§ What is expected
Any picture in the data below gets skipped; print all the rest exactly.
======== Material for this task
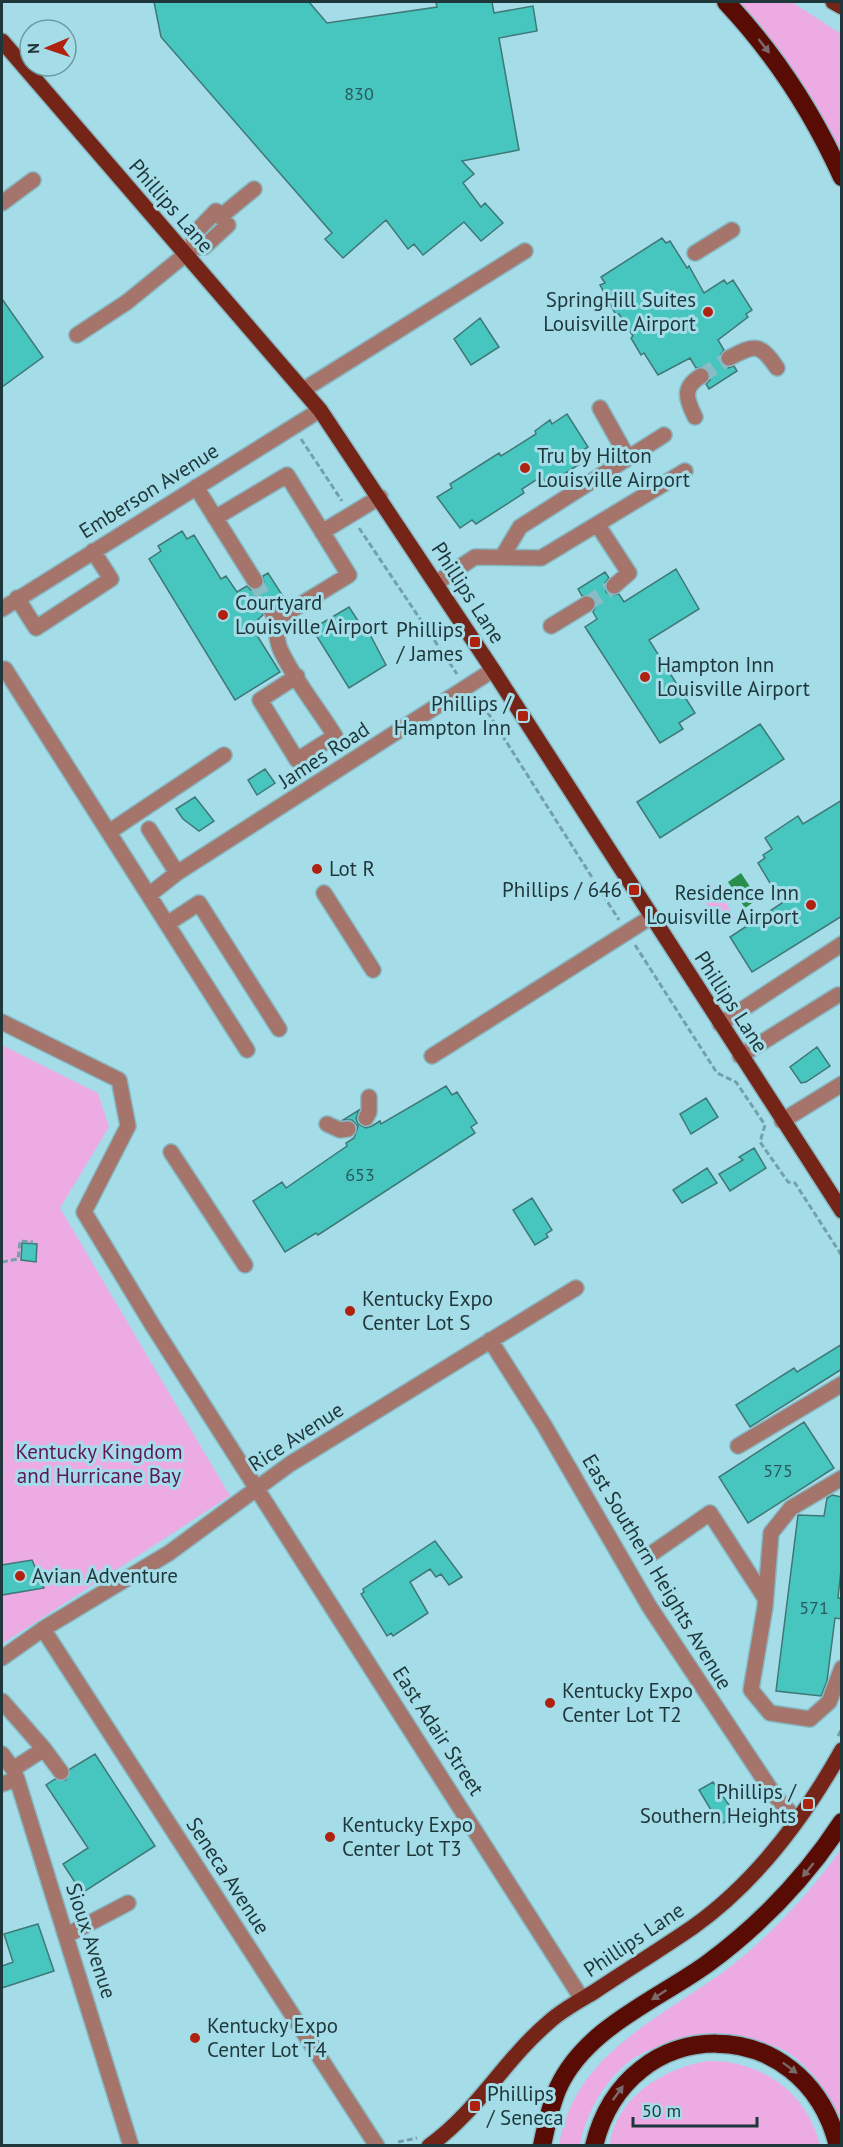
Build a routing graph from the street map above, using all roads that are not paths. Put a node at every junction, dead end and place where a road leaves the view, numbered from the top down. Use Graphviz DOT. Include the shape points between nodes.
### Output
graph roads {
  1 [pos="726,2"];
  2 [pos="833,2"];
  3 [pos="842,7"];
  4 [pos="2,41"];
  5 [pos="842,177"];
  6 [pos="33,180"];
  7 [pos="254,189"];
  8 [pos="2,203"];
  9 [pos="732,230"];
  10 [pos="189,251"];
  11 [pos="525,251"];
  12 [pos="695,253"];
  13 [pos="77,335"];
  14 [pos="729,358"];
  15 [pos="777,368"];
  16 [pos="701,376"];
  17 [pos="303,390"];
  18 [pos="600,408"];
  19 [pos="320,410"];
  20 [pos="695,417"];
  21 [pos="664,435"];
  22 [pos="628,458"];
  23 [pos="685,471"];
  24 [pos="196,487"];
  25 [pos="380,497"];
  26 [pos="215,518"];
  27 [pos="597,524"];
  28 [pos="322,532"];
  29 [pos="93,551"];
  30 [pos="502,557"];
  31 [pos="255,581"];
  32 [pos="436,583"];
  33 [pos="614,586"];
  34 [pos="17,598"];
  35 [pos="587,604"];
  36 [pos="2,609"];
  37 [pos="551,626"];
  38 [pos="5,669"];
  39 [pos="493,670"];
  40 [pos="297,676"];
  41 [pos="224,755"];
  42 [pos="149,830"];
  43 [pos="109,832"];
  44 [pos="177,873"];
  45 [pos="324,892"];
  46 [pos="149,895"];
  47 [pos="651,917"];
  48 [pos="167,924"];
  49 [pos="842,944"];
  50 [pos="373,970"];
  51 [pos="838,995"];
  52 [pos="2,1022"];
  53 [pos="720,1024"];
  54 [pos="279,1029"];
  55 [pos="247,1050"];
  56 [pos="432,1056"];
  57 [pos="740,1056"];
  58 [pos="842,1084"];
  59 [pos="369,1097"];
  60 [pos="366,1118"];
  61 [pos="782,1121"];
  62 [pos="327,1124"];
  63 [pos="348,1129"];
  64 [pos="171,1152"];
  65 [pos="842,1211"];
  66 [pos="245,1266"];
  67 [pos="576,1288"];
  68 [pos="490,1340"];
  69 [pos="842,1384"];
  70 [pos="738,1446"];
  71 [pos="842,1478"];
  72 [pos="256,1487"];
  73 [pos="654,1552"];
  74 [pos="765,1598"];
  75 [pos="43,1629"];
  76 [pos="2,1658"];
  77 [pos="842,1668"];
  78 [pos="2,1701"];
  79 [pos="44,1749"];
  80 [pos="842,1750"];
  81 [pos="2,1754"];
  82 [pos="61,1772"];
  83 [pos="15,1774"];
  84 [pos="2,1784"];
  85 [pos="796,1820"];
  86 [pos="842,1822"];
  87 [pos="128,1903"];
  88 [pos="67,1935"];
  89 [pos="582,2000"];
  90 [pos="131,2145"];
  91 [pos="377,2145"];
  92 [pos="429,2145"];
  93 [pos="542,2145"];
  94 [pos="594,2145"];
  95 [pos="838,2145"];
  1 -- 5 [label="highway, one-way" via="788,80"];
  2 -- 3 [label="main road"];
  4 -- 10 [label="main road, Phillips Lane"];
  6 -- 8 [label="street"];
  7 -- 10 [label="street" via="221,218 194,234"];
  9 -- 12 [label="street"];
  10 -- 13 [label="street" via="127,302"];
  10 -- 17 [label="main road, Phillips Lane"];
  11 -- 17 [label="street"];
  14 -- 15 [label="street" via="757,347 766,351"];
  16 -- 20 [label="street" via="686,390"];
  17 -- 19 [label="main road, Phillips Lane"];
  18 -- 22 [label="street"];
  19 -- 24 [label="street, Emberson Avenue"];
  19 -- 25 [label="main road, Phillips Lane"];
  21 -- 22 [label="street"];
  22 -- 30 [label="street" via="519,527"];
  23 -- 27 [label="street"];
  24 -- 26 [label="street"];
  24 -- 29 [label="street, Emberson Avenue"];
  25 -- 28 [label="street"];
  25 -- 32 [label="main road, Phillips Lane"];
  26 -- 28 [label="street" via="287,475"];
  26 -- 31 [label="street"];
  27 -- 30 [label="street" via="541,558"];
  27 -- 33 [label="street" via="629,573"];
  28 -- 40 [label="street" via="349,575 274,614 279,649"];
  29 -- 34 [label="street, Emberson Avenue"];
  29 -- 34 [label="street" via="111,579 36,628"];
  30 -- 32 [label="street" via="476,557"];
  32 -- 39 [label="main road, Phillips Lane"];
  34 -- 36 [label="street, Emberson Avenue"];
  35 -- 37 [label="street"];
  38 -- 43 [label="street"];
  39 -- 44 [label="street, James Road"];
  39 -- 47 [label="main road, Phillips Lane"];
  40 -- 40 [label="street" via="335,736 297,760 260,700"];
  41 -- 43 [label="street"];
  42 -- 44 [label="street"];
  43 -- 46 [label="street"];
  44 -- 46 [label="street, James Road"];
  45 -- 50 [label="street"];
  46 -- 48 [label="street"];
  47 -- 53 [label="main road, Phillips Lane"];
  47 -- 56 [label="street"];
  48 -- 54 [label="street" via="199,903"];
  48 -- 55 [label="street"];
  49 -- 53 [label="street"];
  51 -- 57 [label="street"];
  52 -- 72 [label="street, East Adair Street" via="119,1080 128,1126 84,1212"];
  53 -- 57 [label="main road, Phillips Lane"];
  57 -- 61 [label="main road, Phillips Lane"];
  58 -- 61 [label="street"];
  59 -- 60 [label="street"];
  61 -- 65 [label="main road, Phillips Lane"];
  62 -- 63 [label="street"];
  64 -- 66 [label="street"];
  67 -- 68 [label="street, Rice Avenue"];
  68 -- 72 [label="street, Rice Avenue"];
  68 -- 85 [label="street, East Southern Heights Avenue" via="655,1616 775,1796"];
  69 -- 70 [label="street"];
  71 -- 74 [label="street" via="791,1508 771,1533"];
  72 -- 75 [label="street, Rice Avenue" via="169,1552"];
  72 -- 89 [label="street, East Adair Street"];
  73 -- 74 [label="street" via="710,1513"];
  74 -- 77 [label="street" via="751,1690 770,1713 810,1719 829,1702"];
  75 -- 76 [label="street, Rice Avenue"];
  75 -- 91 [label="street, Seneca Avenue"];
  78 -- 79 [label="street"];
  79 -- 82 [label="street"];
  79 -- 83 [label="street"];
  80 -- 85 [label="main road, Phillips Lane"];
  81 -- 83 [label="street, Sioux Avenue"];
  83 -- 84 [label="street"];
  83 -- 88 [label="street, Sioux Avenue"];
  85 -- 89 [label="main road, Phillips Lane" via="731,1895 696,1925"];
  86 -- 93 [label="highway, one-way" via="807,1871 743,1934 707,1964 589,2045 559,2086"];
  87 -- 88 [label="street"];
  88 -- 90 [label="street, Sioux Avenue"];
  89 -- 92 [label="main road, Phillips Lane" via="554,2017 527,2041 459,2123"];
  94 -- 95 [label="highway, one-way" via="606,2110 627,2080 684,2046 716,2042 746,2046 789,2066 820,2099"];
}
================
§ Response
Build a routing graph from the street map above, using all roads that are not paths. Put a node at every junction, dead end and place where a road leaves the view, numbered from the top down. Use Graphviz DOT. Include the shape points between nodes.
### Output
graph roads {
  1 [pos="726,2"];
  2 [pos="833,2"];
  3 [pos="842,7"];
  4 [pos="2,41"];
  5 [pos="842,177"];
  6 [pos="33,180"];
  7 [pos="254,189"];
  8 [pos="2,203"];
  9 [pos="732,230"];
  10 [pos="189,251"];
  11 [pos="525,251"];
  12 [pos="695,253"];
  13 [pos="77,335"];
  14 [pos="729,358"];
  15 [pos="777,368"];
  16 [pos="701,376"];
  17 [pos="303,390"];
  18 [pos="600,408"];
  19 [pos="320,410"];
  20 [pos="695,417"];
  21 [pos="664,435"];
  22 [pos="628,458"];
  23 [pos="685,471"];
  24 [pos="196,487"];
  25 [pos="380,497"];
  26 [pos="215,518"];
  27 [pos="597,524"];
  28 [pos="322,532"];
  29 [pos="93,551"];
  30 [pos="502,557"];
  31 [pos="255,581"];
  32 [pos="436,583"];
  33 [pos="614,586"];
  34 [pos="17,598"];
  35 [pos="587,604"];
  36 [pos="2,609"];
  37 [pos="551,626"];
  38 [pos="5,669"];
  39 [pos="493,670"];
  40 [pos="297,676"];
  41 [pos="224,755"];
  42 [pos="149,830"];
  43 [pos="109,832"];
  44 [pos="177,873"];
  45 [pos="324,892"];
  46 [pos="149,895"];
  47 [pos="651,917"];
  48 [pos="167,924"];
  49 [pos="842,944"];
  50 [pos="373,970"];
  51 [pos="838,995"];
  52 [pos="2,1022"];
  53 [pos="720,1024"];
  54 [pos="279,1029"];
  55 [pos="247,1050"];
  56 [pos="432,1056"];
  57 [pos="740,1056"];
  58 [pos="842,1084"];
  59 [pos="369,1097"];
  60 [pos="366,1118"];
  61 [pos="782,1121"];
  62 [pos="327,1124"];
  63 [pos="348,1129"];
  64 [pos="171,1152"];
  65 [pos="842,1211"];
  66 [pos="245,1266"];
  67 [pos="576,1288"];
  68 [pos="490,1340"];
  69 [pos="842,1384"];
  70 [pos="738,1446"];
  71 [pos="842,1478"];
  72 [pos="256,1487"];
  73 [pos="654,1552"];
  74 [pos="765,1598"];
  75 [pos="43,1629"];
  76 [pos="2,1658"];
  77 [pos="842,1668"];
  78 [pos="2,1701"];
  79 [pos="44,1749"];
  80 [pos="842,1750"];
  81 [pos="2,1754"];
  82 [pos="61,1772"];
  83 [pos="15,1774"];
  84 [pos="2,1784"];
  85 [pos="796,1820"];
  86 [pos="842,1822"];
  87 [pos="128,1903"];
  88 [pos="67,1935"];
  89 [pos="582,2000"];
  90 [pos="131,2145"];
  91 [pos="377,2145"];
  92 [pos="429,2145"];
  93 [pos="542,2145"];
  94 [pos="594,2145"];
  95 [pos="838,2145"];
  1 -- 5 [label="highway, one-way" via="788,80"];
  2 -- 3 [label="main road"];
  4 -- 10 [label="main road, Phillips Lane"];
  6 -- 8 [label="street"];
  7 -- 10 [label="street" via="221,218 194,234"];
  9 -- 12 [label="street"];
  10 -- 13 [label="street" via="127,302"];
  10 -- 17 [label="main road, Phillips Lane"];
  11 -- 17 [label="street"];
  14 -- 15 [label="street" via="757,347 766,351"];
  16 -- 20 [label="street" via="686,390"];
  17 -- 19 [label="main road, Phillips Lane"];
  18 -- 22 [label="street"];
  19 -- 24 [label="street, Emberson Avenue"];
  19 -- 25 [label="main road, Phillips Lane"];
  21 -- 22 [label="street"];
  22 -- 30 [label="street" via="519,527"];
  23 -- 27 [label="street"];
  24 -- 26 [label="street"];
  24 -- 29 [label="street, Emberson Avenue"];
  25 -- 28 [label="street"];
  25 -- 32 [label="main road, Phillips Lane"];
  26 -- 28 [label="street" via="287,475"];
  26 -- 31 [label="street"];
  27 -- 30 [label="street" via="541,558"];
  27 -- 33 [label="street" via="629,573"];
  28 -- 40 [label="street" via="349,575 274,614 279,649"];
  29 -- 34 [label="street, Emberson Avenue"];
  29 -- 34 [label="street" via="111,579 36,628"];
  30 -- 32 [label="street" via="476,557"];
  32 -- 39 [label="main road, Phillips Lane"];
  34 -- 36 [label="street, Emberson Avenue"];
  35 -- 37 [label="street"];
  38 -- 43 [label="street"];
  39 -- 44 [label="street, James Road"];
  39 -- 47 [label="main road, Phillips Lane"];
  40 -- 40 [label="street" via="335,736 297,760 260,700"];
  41 -- 43 [label="street"];
  42 -- 44 [label="street"];
  43 -- 46 [label="street"];
  44 -- 46 [label="street, James Road"];
  45 -- 50 [label="street"];
  46 -- 48 [label="street"];
  47 -- 53 [label="main road, Phillips Lane"];
  47 -- 56 [label="street"];
  48 -- 54 [label="street" via="199,903"];
  48 -- 55 [label="street"];
  49 -- 53 [label="street"];
  51 -- 57 [label="street"];
  52 -- 72 [label="street, East Adair Street" via="119,1080 128,1126 84,1212"];
  53 -- 57 [label="main road, Phillips Lane"];
  57 -- 61 [label="main road, Phillips Lane"];
  58 -- 61 [label="street"];
  59 -- 60 [label="street"];
  61 -- 65 [label="main road, Phillips Lane"];
  62 -- 63 [label="street"];
  64 -- 66 [label="street"];
  67 -- 68 [label="street, Rice Avenue"];
  68 -- 72 [label="street, Rice Avenue"];
  68 -- 85 [label="street, East Southern Heights Avenue" via="655,1616 775,1796"];
  69 -- 70 [label="street"];
  71 -- 74 [label="street" via="791,1508 771,1533"];
  72 -- 75 [label="street, Rice Avenue" via="169,1552"];
  72 -- 89 [label="street, East Adair Street"];
  73 -- 74 [label="street" via="710,1513"];
  74 -- 77 [label="street" via="751,1690 770,1713 810,1719 829,1702"];
  75 -- 76 [label="street, Rice Avenue"];
  75 -- 91 [label="street, Seneca Avenue"];
  78 -- 79 [label="street"];
  79 -- 82 [label="street"];
  79 -- 83 [label="street"];
  80 -- 85 [label="main road, Phillips Lane"];
  81 -- 83 [label="street, Sioux Avenue"];
  83 -- 84 [label="street"];
  83 -- 88 [label="street, Sioux Avenue"];
  85 -- 89 [label="main road, Phillips Lane" via="731,1895 696,1925"];
  86 -- 93 [label="highway, one-way" via="807,1871 743,1934 707,1964 589,2045 559,2086"];
  87 -- 88 [label="street"];
  88 -- 90 [label="street, Sioux Avenue"];
  89 -- 92 [label="main road, Phillips Lane" via="554,2017 527,2041 459,2123"];
  94 -- 95 [label="highway, one-way" via="606,2110 627,2080 684,2046 716,2042 746,2046 789,2066 820,2099"];
}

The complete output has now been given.